The decision, however, sets up an offseason full of change. Here is what that could look like.
Hire a General Manager
Memphis is expected to add a general manager for the first time. The position is still relatively new in college basketball, but most high-major programs have added one as the transfer portal has reshaped roster building.
The role mirrors professional sports in one key way: building the roster.
Hiring someone to focus on roster construction and player evaluation would take some of that burden off Hardaway and allow him to spend more time coaching. The way Memphis handled last off-season’s transfer portal cycle was a major reason the 2025-26 season unraveled.
Hire New Assistants
Hardaway announced that assistant coaches Mike Davis, Jermaine Johnson and Roy Rogers will not return in 2026. Strength and conditioning coach Todd Forcier also will not return.

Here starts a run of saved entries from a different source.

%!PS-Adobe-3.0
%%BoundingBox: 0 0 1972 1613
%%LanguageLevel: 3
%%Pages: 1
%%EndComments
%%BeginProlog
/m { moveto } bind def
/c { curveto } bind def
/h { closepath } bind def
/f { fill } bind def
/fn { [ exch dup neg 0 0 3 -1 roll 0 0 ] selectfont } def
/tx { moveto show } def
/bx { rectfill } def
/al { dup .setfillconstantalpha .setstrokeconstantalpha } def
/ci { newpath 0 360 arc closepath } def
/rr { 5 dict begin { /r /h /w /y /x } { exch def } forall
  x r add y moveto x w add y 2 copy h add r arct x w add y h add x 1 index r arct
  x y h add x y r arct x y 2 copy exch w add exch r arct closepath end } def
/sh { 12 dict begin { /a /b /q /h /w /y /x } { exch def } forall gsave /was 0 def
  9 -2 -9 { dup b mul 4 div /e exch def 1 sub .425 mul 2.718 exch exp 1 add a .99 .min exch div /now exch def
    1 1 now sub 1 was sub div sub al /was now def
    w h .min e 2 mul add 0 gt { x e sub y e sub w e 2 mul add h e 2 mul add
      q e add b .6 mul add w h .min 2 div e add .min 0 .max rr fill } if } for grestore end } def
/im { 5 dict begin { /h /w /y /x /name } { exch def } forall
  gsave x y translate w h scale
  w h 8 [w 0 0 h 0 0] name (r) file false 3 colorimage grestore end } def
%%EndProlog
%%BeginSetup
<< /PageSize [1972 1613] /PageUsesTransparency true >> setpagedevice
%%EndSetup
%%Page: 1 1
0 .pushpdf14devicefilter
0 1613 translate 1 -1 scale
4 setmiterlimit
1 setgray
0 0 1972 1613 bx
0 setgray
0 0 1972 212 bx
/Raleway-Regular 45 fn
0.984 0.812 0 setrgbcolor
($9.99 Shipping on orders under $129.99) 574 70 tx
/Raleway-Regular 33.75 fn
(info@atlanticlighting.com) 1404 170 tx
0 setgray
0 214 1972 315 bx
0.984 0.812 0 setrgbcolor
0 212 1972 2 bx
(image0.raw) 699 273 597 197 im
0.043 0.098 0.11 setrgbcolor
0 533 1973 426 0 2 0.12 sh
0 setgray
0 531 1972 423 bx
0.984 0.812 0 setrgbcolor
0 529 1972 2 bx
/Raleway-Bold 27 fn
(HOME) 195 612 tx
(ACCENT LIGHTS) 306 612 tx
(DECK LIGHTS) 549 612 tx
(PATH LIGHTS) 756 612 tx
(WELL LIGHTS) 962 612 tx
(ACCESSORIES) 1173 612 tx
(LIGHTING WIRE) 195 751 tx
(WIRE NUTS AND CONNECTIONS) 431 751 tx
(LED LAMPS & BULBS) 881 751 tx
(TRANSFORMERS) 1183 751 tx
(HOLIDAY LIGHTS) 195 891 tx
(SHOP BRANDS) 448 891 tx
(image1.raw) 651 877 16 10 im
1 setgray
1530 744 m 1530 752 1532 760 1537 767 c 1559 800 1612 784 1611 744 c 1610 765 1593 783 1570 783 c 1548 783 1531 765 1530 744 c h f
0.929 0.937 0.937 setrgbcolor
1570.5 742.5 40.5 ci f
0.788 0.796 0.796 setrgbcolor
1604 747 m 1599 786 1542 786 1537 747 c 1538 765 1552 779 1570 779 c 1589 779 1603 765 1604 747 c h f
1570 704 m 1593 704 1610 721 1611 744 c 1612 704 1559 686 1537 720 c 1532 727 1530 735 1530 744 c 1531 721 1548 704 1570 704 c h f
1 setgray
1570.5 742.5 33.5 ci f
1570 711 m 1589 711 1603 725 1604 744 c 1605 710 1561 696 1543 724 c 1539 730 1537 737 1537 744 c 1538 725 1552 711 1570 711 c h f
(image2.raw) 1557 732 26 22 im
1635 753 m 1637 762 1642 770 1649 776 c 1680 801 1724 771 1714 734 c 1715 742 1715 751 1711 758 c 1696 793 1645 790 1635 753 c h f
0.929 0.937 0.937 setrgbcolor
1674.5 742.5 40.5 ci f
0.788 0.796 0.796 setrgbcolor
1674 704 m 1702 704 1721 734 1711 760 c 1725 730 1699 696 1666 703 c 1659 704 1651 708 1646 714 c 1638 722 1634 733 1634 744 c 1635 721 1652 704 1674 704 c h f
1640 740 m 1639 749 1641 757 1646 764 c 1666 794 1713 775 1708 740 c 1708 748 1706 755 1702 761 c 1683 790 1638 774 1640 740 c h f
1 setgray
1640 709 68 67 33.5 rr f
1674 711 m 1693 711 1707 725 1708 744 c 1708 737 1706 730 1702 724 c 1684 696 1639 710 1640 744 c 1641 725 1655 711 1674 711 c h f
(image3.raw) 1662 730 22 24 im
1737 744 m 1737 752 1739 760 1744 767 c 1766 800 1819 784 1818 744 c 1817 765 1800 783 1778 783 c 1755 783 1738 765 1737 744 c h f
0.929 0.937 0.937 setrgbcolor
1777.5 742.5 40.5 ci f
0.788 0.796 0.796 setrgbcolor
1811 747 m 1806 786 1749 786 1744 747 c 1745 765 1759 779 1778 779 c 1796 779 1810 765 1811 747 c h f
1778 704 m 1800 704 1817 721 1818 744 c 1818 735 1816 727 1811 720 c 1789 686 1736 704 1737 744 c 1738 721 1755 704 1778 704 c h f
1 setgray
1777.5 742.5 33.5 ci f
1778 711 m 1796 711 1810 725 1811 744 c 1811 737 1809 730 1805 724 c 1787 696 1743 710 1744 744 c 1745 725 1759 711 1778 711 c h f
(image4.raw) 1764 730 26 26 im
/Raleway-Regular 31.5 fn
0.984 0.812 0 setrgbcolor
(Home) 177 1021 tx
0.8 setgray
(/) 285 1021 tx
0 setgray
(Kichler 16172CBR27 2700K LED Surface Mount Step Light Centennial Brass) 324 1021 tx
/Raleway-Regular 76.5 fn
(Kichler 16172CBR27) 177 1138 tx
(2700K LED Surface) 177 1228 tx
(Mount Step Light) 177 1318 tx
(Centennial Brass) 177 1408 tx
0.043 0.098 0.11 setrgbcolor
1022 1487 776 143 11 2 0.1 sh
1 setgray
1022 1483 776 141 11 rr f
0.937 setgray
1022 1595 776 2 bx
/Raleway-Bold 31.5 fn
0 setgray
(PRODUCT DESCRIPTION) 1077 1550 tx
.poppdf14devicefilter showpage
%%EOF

This will mark the third time in Hardaway’s tenure that he has replaced his entire assistant coaching staff in one offseason. He hired Rick Stansbury, Faragi Phillips and Andy Borman after the 2021-22 season. He then hired Davis and Nolan Smith just 47 days before the start of the 2024-25 season.
Build a New Roster
Whoever Memphis hires as general manager will likely help assemble a mostly new roster for 2026. The Tigers have 3-star guard Cello Jackson committed out of high school and could return up to eight players from the 2025-26 roster.
Those potential returners are guards Quante Berry, Curtis Givens III and Julius Thedford; forwards Ashton Hardaway and William Whorton; and centers Simon Majok and Arop Arop.
Still, attrition is likely, and Memphis should not expect all of those players to return.